Quality of methods: Roberto Busa and the hermeneutics of informatics

According to Busa’s experience, a high-quality methodology in computing for the humanities should be focused on an accurate reflection on communication, because man and computer interact with the help of sophisticated languages which differ from common grammar and syntax and require constant development.

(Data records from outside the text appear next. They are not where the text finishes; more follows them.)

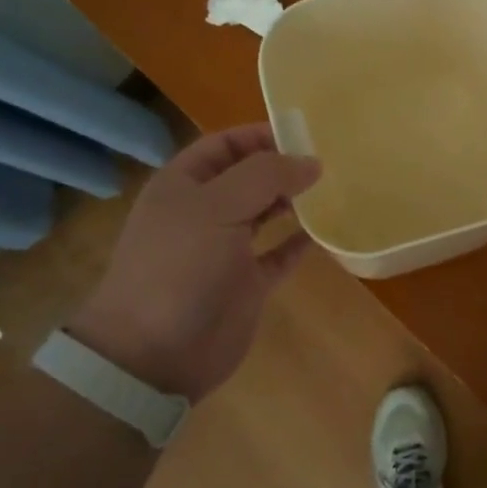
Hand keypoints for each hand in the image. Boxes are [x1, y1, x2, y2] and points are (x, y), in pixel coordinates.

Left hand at [71, 124, 321, 399]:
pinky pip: (278, 254)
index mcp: (184, 185)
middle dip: (283, 166)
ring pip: (265, 212)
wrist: (154, 354)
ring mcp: (225, 249)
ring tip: (332, 189)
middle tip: (330, 161)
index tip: (305, 134)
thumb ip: (266, 175)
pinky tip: (324, 232)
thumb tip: (311, 161)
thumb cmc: (179, 266)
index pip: (225, 144)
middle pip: (249, 176)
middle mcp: (204, 212)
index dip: (261, 135)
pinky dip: (299, 242)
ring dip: (294, 201)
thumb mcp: (218, 207)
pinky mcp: (246, 283)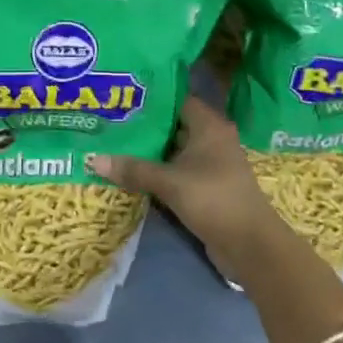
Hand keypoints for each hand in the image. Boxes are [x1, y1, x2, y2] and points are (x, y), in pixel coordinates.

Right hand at [88, 97, 276, 275]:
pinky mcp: (207, 185)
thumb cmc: (213, 200)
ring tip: (113, 143)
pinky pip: (178, 169)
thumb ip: (133, 169)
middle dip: (144, 125)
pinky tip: (132, 171)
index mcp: (209, 125)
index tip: (121, 96)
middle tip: (109, 120)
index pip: (176, 99)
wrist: (250, 245)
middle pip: (173, 124)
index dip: (150, 97)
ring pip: (174, 149)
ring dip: (150, 150)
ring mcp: (211, 163)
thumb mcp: (170, 183)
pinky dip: (159, 169)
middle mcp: (212, 138)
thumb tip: (92, 159)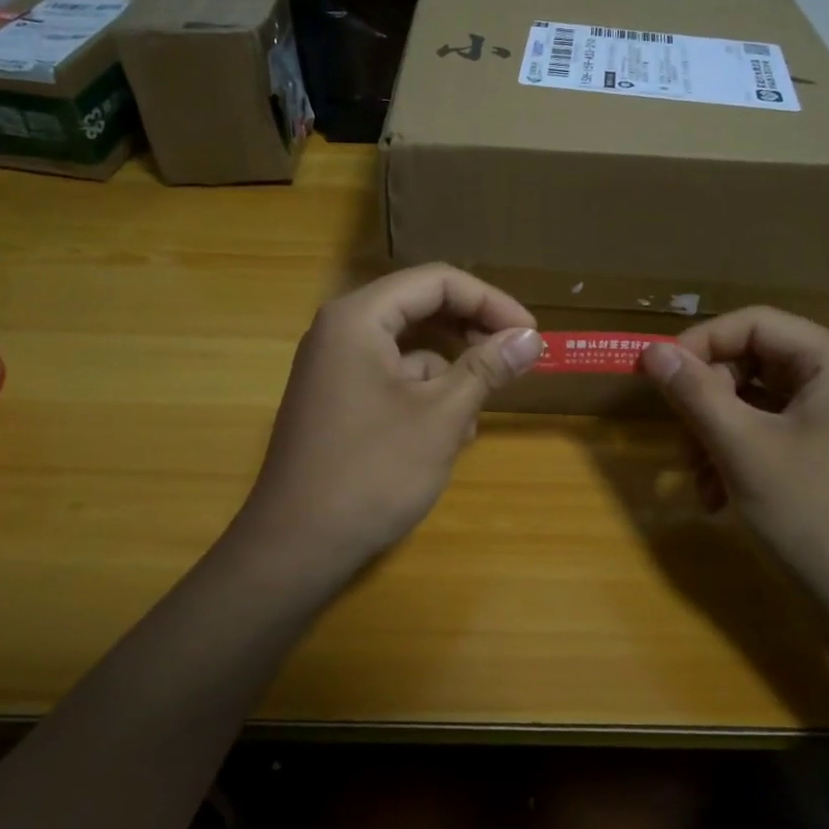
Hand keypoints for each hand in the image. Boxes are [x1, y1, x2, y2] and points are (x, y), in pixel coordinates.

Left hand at [235, 265, 541, 583]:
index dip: (490, 301)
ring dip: (450, 372)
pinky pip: (392, 379)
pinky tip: (446, 438)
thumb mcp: (441, 416)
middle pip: (421, 308)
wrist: (296, 547)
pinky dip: (425, 396)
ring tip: (476, 415)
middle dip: (471, 333)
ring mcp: (335, 368)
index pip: (436, 281)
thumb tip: (531, 338)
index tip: (530, 333)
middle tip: (514, 359)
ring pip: (409, 348)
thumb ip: (487, 368)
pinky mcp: (337, 401)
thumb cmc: (372, 472)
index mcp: (359, 318)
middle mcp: (341, 331)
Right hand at [639, 308, 828, 624]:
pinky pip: (767, 430)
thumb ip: (694, 392)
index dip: (701, 343)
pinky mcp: (825, 449)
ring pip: (753, 400)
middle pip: (752, 362)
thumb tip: (651, 351)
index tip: (658, 375)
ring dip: (714, 433)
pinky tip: (715, 496)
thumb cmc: (810, 515)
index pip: (754, 323)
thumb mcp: (741, 448)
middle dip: (707, 401)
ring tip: (695, 479)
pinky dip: (735, 454)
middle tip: (680, 438)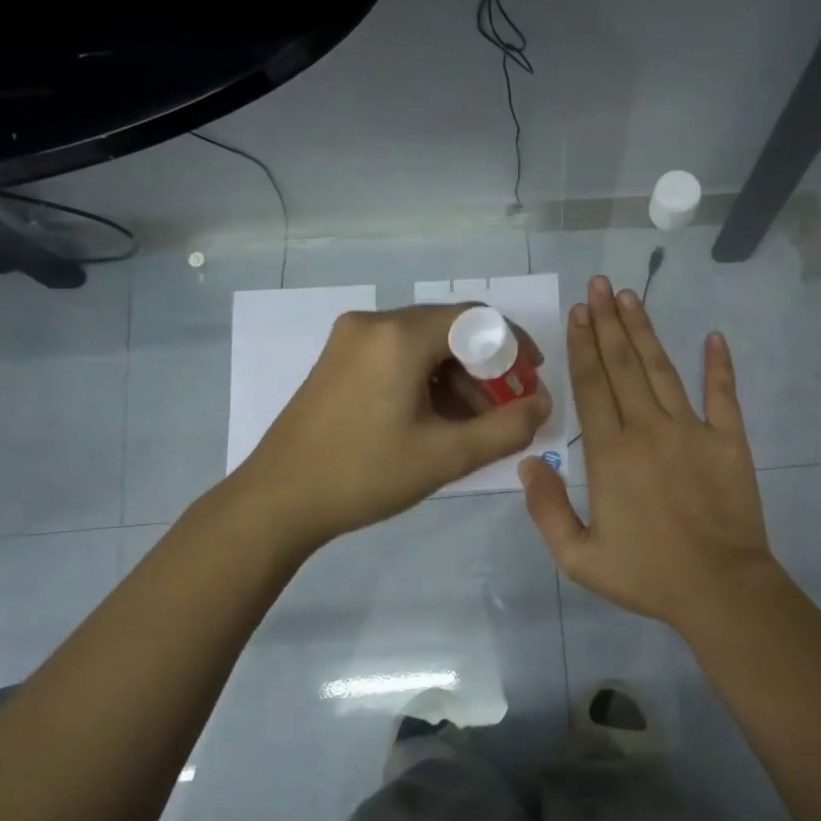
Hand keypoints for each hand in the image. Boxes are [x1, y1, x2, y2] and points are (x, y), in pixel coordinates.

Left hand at [233, 304, 550, 549]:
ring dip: (456, 378)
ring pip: (424, 344)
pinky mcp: (338, 359)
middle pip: (450, 330)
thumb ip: (506, 428)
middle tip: (505, 410)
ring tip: (471, 426)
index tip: (532, 379)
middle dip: (485, 368)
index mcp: (400, 335)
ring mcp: (350, 339)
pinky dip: (426, 380)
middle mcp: (374, 323)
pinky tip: (434, 420)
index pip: (477, 319)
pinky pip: (398, 355)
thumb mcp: (446, 456)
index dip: (513, 345)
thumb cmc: (365, 474)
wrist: (277, 500)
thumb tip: (543, 404)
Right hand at [520, 275, 778, 629]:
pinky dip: (719, 365)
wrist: (719, 589)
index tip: (579, 312)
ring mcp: (692, 430)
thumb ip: (547, 509)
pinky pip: (723, 394)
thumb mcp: (578, 557)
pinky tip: (714, 338)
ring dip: (645, 332)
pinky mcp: (729, 440)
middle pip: (623, 366)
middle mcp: (648, 429)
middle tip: (600, 285)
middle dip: (608, 323)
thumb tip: (530, 462)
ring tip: (632, 297)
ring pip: (662, 370)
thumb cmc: (646, 574)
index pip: (592, 386)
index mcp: (610, 453)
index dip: (584, 345)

Charles L. Isbell et al. have confirmed the language-oriented nature of the interaction established by human beings with the machine and suggested a reciprocal shaping-power of the language on the outside reality (the computer) and, vice versa, of the external world (the computer) to the language itself [Isbell et al. 2009].[4]. A more conscious remark of this communicative essence may contribute to illuminating a controversial point in computing for the humanities: as Johanna Drucker has pointed out, "the challenge is to shift humanistic study from attention to the effects of technology (from readings of social media, games, narrative, personae, digital texts, images, environments), to a humanistic-informed theory of the making of technology"  [Drucker 2012]. With respect to this question, Busa's message is that the development of an "informed theory of the making of technology" cannot elude a renewed, unremitting consideration of language features and issues, which, in a kind of virtuous circle, are positively related to the effects of technology on our life. In this sense, the fruit sprouting from the "hermeneutic informatics" to which Busa referred in his last keynote speech From Punched Cards to Treebanks mentioned previously is what I propose to indicate as a language-based hermeneutics of informatics.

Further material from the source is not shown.